Task directions
All the records that follow need to be reproduced exactly. Omit the images.

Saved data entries

....................

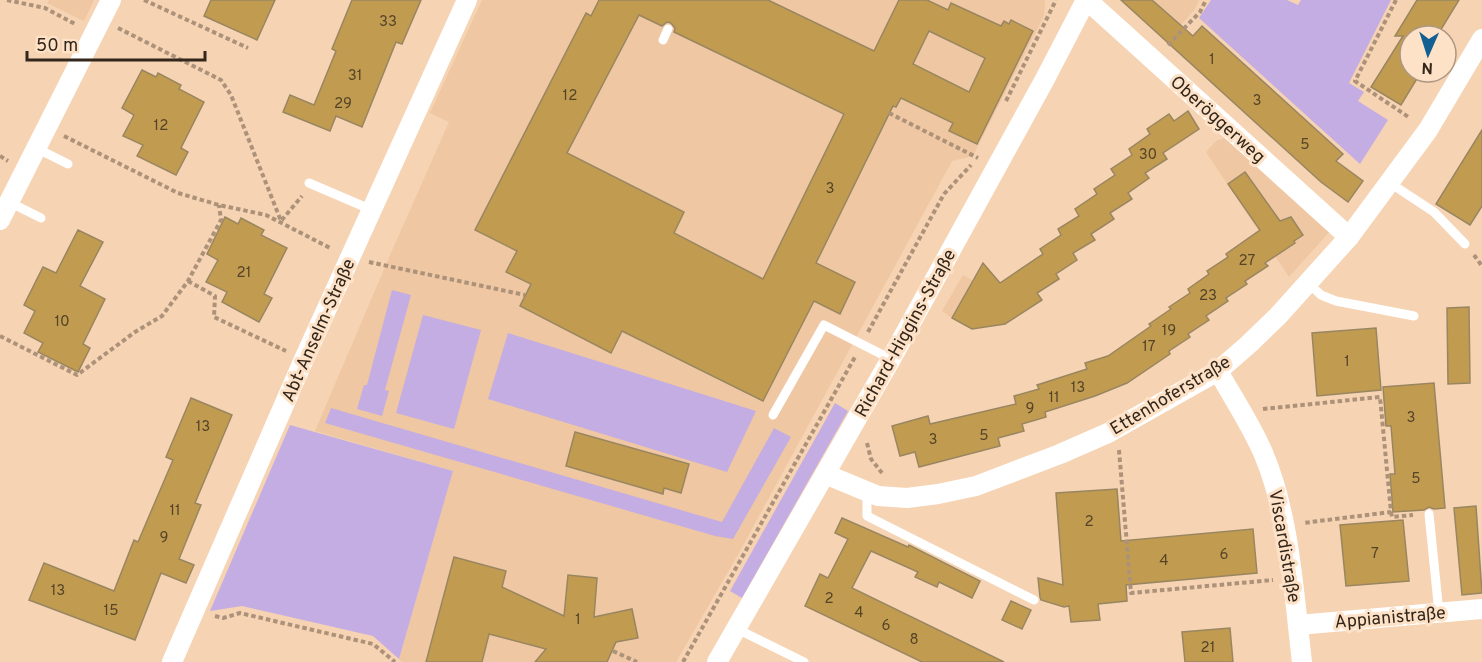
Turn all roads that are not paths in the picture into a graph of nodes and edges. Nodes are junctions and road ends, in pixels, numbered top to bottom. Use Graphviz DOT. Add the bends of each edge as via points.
graph roads {
  1 [pos="111,0"];
  2 [pos="467,0"];
  3 [pos="1086,0"];
  4 [pos="668,29"];
  5 [pos="1482,39"];
  6 [pos="663,40"];
  7 [pos="36,148"];
  8 [pos="68,164"];
  9 [pos="309,183"];
  10 [pos="1390,183"];
  11 [pos="9,202"];
  12 [pos="372,210"];
  13 [pos="41,218"];
  14 [pos="0,220"];
  15 [pos="1349,237"];
  16 [pos="1465,244"];
  17 [pos="1308,283"];
  18 [pos="1414,316"];
  19 [pos="891,359"];
  20 [pos="1218,371"];
  21 [pos="774,415"];
  22 [pos="825,474"];
  23 [pos="867,492"];
  24 [pos="1429,514"];
  25 [pos="1034,600"];
  26 [pos="1482,609"];
  27 [pos="1438,613"];
  28 [pos="1298,625"];
  29 [pos="735,627"];
  30 [pos="172,662"];
  31 [pos="717,662"];
  32 [pos="804,662"];
  33 [pos="1302,662"];
  1 -- 7 [label="street"];
  2 -- 12 [label="street, Abt-Anselm-Straße"];
  3 -- 15 [label="street, Oberöggerweg"];
  3 -- 19 [label="street, Richard-Higgins-Straße"];
  4 -- 6 [label="lane"];
  5 -- 10 [label="street, Ettenhoferstraße" via="1428,130"];
  7 -- 8 [label="lane"];
  7 -- 11 [label="street"];
  9 -- 12 [label="lane"];
  10 -- 15 [label="street, Ettenhoferstraße"];
  10 -- 16 [label="lane" via="1434,212 1446,230"];
  11 -- 13 [label="lane"];
  11 -- 14 [label="street"];
  12 -- 30 [label="street, Abt-Anselm-Straße"];
  15 -- 17 [label="street, Ettenhoferstraße"];
  17 -- 18 [label="lane" via="1321,295 1336,301"];
  17 -- 20 [label="street, Ettenhoferstraße"];
  19 -- 21 [label="lane" via="824,325"];
  19 -- 22 [label="street, Richard-Higgins-Straße"];
  20 -- 23 [label="street, Ettenhoferstraße" via="1117,428 976,486 907,498"];
  20 -- 28 [label="street, Viscardistraße" via="1264,454 1277,491"];
  22 -- 23 [label="street, Ettenhoferstraße"];
  22 -- 29 [label="street, Richard-Higgins-Straße"];
  23 -- 25 [label="lane" via="867,516"];
  24 -- 27 [label="lane"];
  26 -- 27 [label="street, Appianistraße"];
  27 -- 28 [label="street, Appianistraße"];
  28 -- 33 [label="street, Viscardistraße"];
  29 -- 31 [label="street, Richard-Higgins-Straße"];
  29 -- 32 [label="lane"];
}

....................

Response to the exercise
Turn all roads that are not paths in the picture into a graph of nodes and edges. Nodes are junctions and road ends, in pixels, numbered top to bottom. Use Graphviz DOT. Add the bends of each edge as via points.
graph roads {
  1 [pos="111,0"];
  2 [pos="467,0"];
  3 [pos="1086,0"];
  4 [pos="668,29"];
  5 [pos="1482,39"];
  6 [pos="663,40"];
  7 [pos="36,148"];
  8 [pos="68,164"];
  9 [pos="309,183"];
  10 [pos="1390,183"];
  11 [pos="9,202"];
  12 [pos="372,210"];
  13 [pos="41,218"];
  14 [pos="0,220"];
  15 [pos="1349,237"];
  16 [pos="1465,244"];
  17 [pos="1308,283"];
  18 [pos="1414,316"];
  19 [pos="891,359"];
  20 [pos="1218,371"];
  21 [pos="774,415"];
  22 [pos="825,474"];
  23 [pos="867,492"];
  24 [pos="1429,514"];
  25 [pos="1034,600"];
  26 [pos="1482,609"];
  27 [pos="1438,613"];
  28 [pos="1298,625"];
  29 [pos="735,627"];
  30 [pos="172,662"];
  31 [pos="717,662"];
  32 [pos="804,662"];
  33 [pos="1302,662"];
  1 -- 7 [label="street"];
  2 -- 12 [label="street, Abt-Anselm-Straße"];
  3 -- 15 [label="street, Oberöggerweg"];
  3 -- 19 [label="street, Richard-Higgins-Straße"];
  4 -- 6 [label="lane"];
  5 -- 10 [label="street, Ettenhoferstraße" via="1428,130"];
  7 -- 8 [label="lane"];
  7 -- 11 [label="street"];
  9 -- 12 [label="lane"];
  10 -- 15 [label="street, Ettenhoferstraße"];
  10 -- 16 [label="lane" via="1434,212 1446,230"];
  11 -- 13 [label="lane"];
  11 -- 14 [label="street"];
  12 -- 30 [label="street, Abt-Anselm-Straße"];
  15 -- 17 [label="street, Ettenhoferstraße"];
  17 -- 18 [label="lane" via="1321,295 1336,301"];
  17 -- 20 [label="street, Ettenhoferstraße"];
  19 -- 21 [label="lane" via="824,325"];
  19 -- 22 [label="street, Richard-Higgins-Straße"];
  20 -- 23 [label="street, Ettenhoferstraße" via="1117,428 976,486 907,498"];
  20 -- 28 [label="street, Viscardistraße" via="1264,454 1277,491"];
  22 -- 23 [label="street, Ettenhoferstraße"];
  22 -- 29 [label="street, Richard-Higgins-Straße"];
  23 -- 25 [label="lane" via="867,516"];
  24 -- 27 [label="lane"];
  26 -- 27 [label="street, Appianistraße"];
  27 -- 28 [label="street, Appianistraße"];
  28 -- 33 [label="street, Viscardistraße"];
  29 -- 31 [label="street, Richard-Higgins-Straße"];
  29 -- 32 [label="lane"];
}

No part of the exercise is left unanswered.